W3C home > Mailing lists > Public > www-validator@w3.org > September 2007

Re: XML file upload issues for encoding="UTF-8"

From: Frank Ellermann <nobody@xyzzy.claranet.de>
Date: Fri, 21 Sep 2007 16:04:06 +0200
To: www-validator@w3.org
Message-ID: <fd0j0v$pts$1@sea.gmane.org>

olivier Thereaux wrote:
 
> I guess that the implementation considers that, when using text/xml  
> without charset, the us-ascii charset is set and therefore the fbc  
> option (which triggers fallback only if there is no charset given at  
> all) does not apply. I think this should be relaxed.

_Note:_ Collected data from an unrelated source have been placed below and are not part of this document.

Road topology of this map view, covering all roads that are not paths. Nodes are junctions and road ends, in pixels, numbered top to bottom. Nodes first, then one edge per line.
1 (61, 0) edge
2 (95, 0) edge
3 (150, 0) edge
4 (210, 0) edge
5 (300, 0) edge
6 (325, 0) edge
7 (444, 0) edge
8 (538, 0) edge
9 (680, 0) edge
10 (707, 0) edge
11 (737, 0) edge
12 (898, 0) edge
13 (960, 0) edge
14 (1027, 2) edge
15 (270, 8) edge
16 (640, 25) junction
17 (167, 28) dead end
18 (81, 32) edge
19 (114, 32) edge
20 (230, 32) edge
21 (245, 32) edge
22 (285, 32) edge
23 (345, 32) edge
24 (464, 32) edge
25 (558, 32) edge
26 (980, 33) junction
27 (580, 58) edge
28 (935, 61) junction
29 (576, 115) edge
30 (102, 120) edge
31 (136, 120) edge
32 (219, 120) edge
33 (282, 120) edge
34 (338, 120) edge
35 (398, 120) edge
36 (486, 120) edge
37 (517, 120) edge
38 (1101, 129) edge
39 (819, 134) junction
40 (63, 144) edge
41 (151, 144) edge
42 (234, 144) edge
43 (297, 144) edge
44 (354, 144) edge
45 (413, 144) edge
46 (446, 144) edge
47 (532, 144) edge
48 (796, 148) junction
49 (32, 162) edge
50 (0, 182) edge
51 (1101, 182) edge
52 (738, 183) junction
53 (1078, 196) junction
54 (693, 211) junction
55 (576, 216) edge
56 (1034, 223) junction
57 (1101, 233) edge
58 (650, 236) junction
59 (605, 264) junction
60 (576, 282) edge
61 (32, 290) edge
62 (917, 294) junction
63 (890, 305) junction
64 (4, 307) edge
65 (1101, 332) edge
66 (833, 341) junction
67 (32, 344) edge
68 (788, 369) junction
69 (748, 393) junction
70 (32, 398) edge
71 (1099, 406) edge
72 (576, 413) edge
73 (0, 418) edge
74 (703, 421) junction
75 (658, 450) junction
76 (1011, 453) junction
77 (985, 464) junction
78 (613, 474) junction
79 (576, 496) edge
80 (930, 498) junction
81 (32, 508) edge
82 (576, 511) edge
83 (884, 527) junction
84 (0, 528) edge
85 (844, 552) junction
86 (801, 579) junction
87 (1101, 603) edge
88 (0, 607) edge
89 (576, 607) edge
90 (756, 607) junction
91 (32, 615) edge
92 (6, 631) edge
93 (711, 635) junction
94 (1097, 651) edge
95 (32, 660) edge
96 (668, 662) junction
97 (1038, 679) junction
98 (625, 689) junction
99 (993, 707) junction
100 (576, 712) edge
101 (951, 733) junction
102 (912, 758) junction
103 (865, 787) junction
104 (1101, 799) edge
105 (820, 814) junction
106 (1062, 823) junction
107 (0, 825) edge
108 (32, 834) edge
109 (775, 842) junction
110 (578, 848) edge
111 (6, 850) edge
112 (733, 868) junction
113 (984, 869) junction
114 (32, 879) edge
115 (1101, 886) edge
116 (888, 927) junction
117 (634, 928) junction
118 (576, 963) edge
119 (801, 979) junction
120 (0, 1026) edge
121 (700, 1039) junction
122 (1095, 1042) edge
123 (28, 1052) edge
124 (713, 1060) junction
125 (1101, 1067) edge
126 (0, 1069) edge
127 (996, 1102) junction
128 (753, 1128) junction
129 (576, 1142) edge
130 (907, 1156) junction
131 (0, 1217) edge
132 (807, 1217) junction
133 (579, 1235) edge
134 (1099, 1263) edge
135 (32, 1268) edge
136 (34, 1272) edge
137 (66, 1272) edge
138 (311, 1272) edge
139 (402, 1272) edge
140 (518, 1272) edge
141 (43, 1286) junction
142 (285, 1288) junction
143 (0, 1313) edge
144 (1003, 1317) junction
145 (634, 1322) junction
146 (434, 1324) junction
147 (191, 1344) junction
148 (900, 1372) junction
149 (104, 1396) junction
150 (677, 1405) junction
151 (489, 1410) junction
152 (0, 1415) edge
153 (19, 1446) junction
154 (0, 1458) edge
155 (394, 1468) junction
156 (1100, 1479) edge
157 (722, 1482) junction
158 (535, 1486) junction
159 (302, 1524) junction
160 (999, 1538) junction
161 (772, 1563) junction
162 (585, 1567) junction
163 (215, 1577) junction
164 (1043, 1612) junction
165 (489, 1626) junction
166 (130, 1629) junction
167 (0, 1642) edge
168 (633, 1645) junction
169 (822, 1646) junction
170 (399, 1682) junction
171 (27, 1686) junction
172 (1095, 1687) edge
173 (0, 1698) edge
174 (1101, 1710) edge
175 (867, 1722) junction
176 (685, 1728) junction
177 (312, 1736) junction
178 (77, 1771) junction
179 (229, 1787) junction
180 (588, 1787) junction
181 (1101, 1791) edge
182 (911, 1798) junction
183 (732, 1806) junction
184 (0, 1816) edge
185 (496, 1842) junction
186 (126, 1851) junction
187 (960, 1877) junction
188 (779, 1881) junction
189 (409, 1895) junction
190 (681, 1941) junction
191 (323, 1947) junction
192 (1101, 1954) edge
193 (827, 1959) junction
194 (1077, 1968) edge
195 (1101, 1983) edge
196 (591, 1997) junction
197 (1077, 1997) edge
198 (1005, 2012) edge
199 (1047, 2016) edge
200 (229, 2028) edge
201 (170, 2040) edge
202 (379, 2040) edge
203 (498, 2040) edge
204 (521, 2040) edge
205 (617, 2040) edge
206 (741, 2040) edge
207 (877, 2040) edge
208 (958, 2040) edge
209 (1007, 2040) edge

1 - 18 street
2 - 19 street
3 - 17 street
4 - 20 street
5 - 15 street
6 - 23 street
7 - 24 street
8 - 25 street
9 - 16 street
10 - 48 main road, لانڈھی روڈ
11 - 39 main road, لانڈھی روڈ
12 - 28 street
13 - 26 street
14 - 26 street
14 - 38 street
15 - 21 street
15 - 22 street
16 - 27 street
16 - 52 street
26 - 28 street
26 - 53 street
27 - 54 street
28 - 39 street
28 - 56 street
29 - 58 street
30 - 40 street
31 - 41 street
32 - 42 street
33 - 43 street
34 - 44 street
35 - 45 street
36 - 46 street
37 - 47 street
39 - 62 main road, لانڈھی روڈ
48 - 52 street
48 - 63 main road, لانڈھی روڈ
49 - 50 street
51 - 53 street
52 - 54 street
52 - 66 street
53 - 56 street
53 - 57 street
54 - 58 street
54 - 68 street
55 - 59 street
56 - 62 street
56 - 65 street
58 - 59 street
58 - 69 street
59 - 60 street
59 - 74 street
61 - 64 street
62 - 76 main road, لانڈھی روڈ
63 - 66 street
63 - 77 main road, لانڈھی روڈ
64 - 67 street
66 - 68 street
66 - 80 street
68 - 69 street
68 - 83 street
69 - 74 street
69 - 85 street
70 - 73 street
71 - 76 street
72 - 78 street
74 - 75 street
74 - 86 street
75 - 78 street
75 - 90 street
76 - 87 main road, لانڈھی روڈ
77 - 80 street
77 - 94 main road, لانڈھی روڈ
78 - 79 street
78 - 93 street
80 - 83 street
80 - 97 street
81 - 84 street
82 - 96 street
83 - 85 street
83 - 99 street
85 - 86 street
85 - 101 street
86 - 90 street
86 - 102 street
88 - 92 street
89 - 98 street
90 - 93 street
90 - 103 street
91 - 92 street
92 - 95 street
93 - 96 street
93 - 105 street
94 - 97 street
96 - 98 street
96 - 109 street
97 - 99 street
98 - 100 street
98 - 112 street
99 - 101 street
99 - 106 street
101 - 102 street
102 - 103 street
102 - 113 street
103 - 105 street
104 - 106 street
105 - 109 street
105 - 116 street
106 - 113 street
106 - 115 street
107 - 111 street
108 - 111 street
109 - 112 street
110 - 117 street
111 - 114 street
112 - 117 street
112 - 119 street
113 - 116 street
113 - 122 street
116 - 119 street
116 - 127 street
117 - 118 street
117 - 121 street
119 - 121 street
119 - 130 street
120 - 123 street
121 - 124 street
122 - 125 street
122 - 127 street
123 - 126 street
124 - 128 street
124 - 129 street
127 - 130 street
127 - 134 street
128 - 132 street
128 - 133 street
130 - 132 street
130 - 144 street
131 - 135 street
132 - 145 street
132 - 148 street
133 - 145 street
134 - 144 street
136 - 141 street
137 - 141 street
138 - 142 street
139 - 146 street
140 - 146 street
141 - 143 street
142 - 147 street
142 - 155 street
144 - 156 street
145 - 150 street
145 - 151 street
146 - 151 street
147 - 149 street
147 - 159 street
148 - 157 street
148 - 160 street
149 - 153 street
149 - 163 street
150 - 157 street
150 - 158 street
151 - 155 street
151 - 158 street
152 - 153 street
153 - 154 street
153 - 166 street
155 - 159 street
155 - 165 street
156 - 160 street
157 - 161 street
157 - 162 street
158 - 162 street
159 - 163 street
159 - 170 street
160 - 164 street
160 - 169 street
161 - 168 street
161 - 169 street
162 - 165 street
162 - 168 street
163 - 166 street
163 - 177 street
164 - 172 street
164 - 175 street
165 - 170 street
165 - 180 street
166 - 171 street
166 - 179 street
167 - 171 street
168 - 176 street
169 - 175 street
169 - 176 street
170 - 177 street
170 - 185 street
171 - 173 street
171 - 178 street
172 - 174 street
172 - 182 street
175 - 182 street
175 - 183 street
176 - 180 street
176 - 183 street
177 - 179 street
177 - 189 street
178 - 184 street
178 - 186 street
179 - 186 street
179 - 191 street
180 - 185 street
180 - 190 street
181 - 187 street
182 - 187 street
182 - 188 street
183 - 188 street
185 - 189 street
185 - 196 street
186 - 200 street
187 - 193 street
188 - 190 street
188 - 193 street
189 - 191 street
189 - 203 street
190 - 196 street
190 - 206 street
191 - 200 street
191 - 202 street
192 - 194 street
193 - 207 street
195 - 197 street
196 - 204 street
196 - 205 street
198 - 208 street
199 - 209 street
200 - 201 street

If RFC 2616 and RFC 3023 are really incompatible for text/xml without
charset you could for the moment "fix" this fbc oddity by documenting
it, documented "bugs" are "features" :-)

>> But what I'd really prefer would be a mode to validate documents
>> "as is" independent of any transport oddities.  Ideally this mode
>> would be the new default, and enabling to check a document in the
>> context of its transport to the validator could be an option.
 
> I don't think I can agree with you here. MIME and HTTP may be causing  
> issues for a few ill-configured or ill-coded servers and browsers,  
> but making it a default to ignore the very important encoding and  
> media type info they convey, and using sniffing instead, sounds like  
> a bad idea to me.

Browsers and servers typically aren't under the control of document
authors, and fixing the numerous errata in RFC 2616 will take years.
Your typical user is a document author, not a browser or standard
developer.

The issue isn't reporting a warning for conflicting document and 
"meta" charset info, the issue is to treat this as a _fatal_ error
when that's unnecessary and typically unrelated to what users wish
to validate and can fix, i.e. their document.

The Web services of the validator should be a simple emulation of a
local installation, where you'd look at file://localhost/ URIs for
validated documents.  And file: URIs have no http: headers.  It's a
usability question:  Don't put the blame on ordinary users if IETF,
W3C, Web hosters, or browser developers screw up.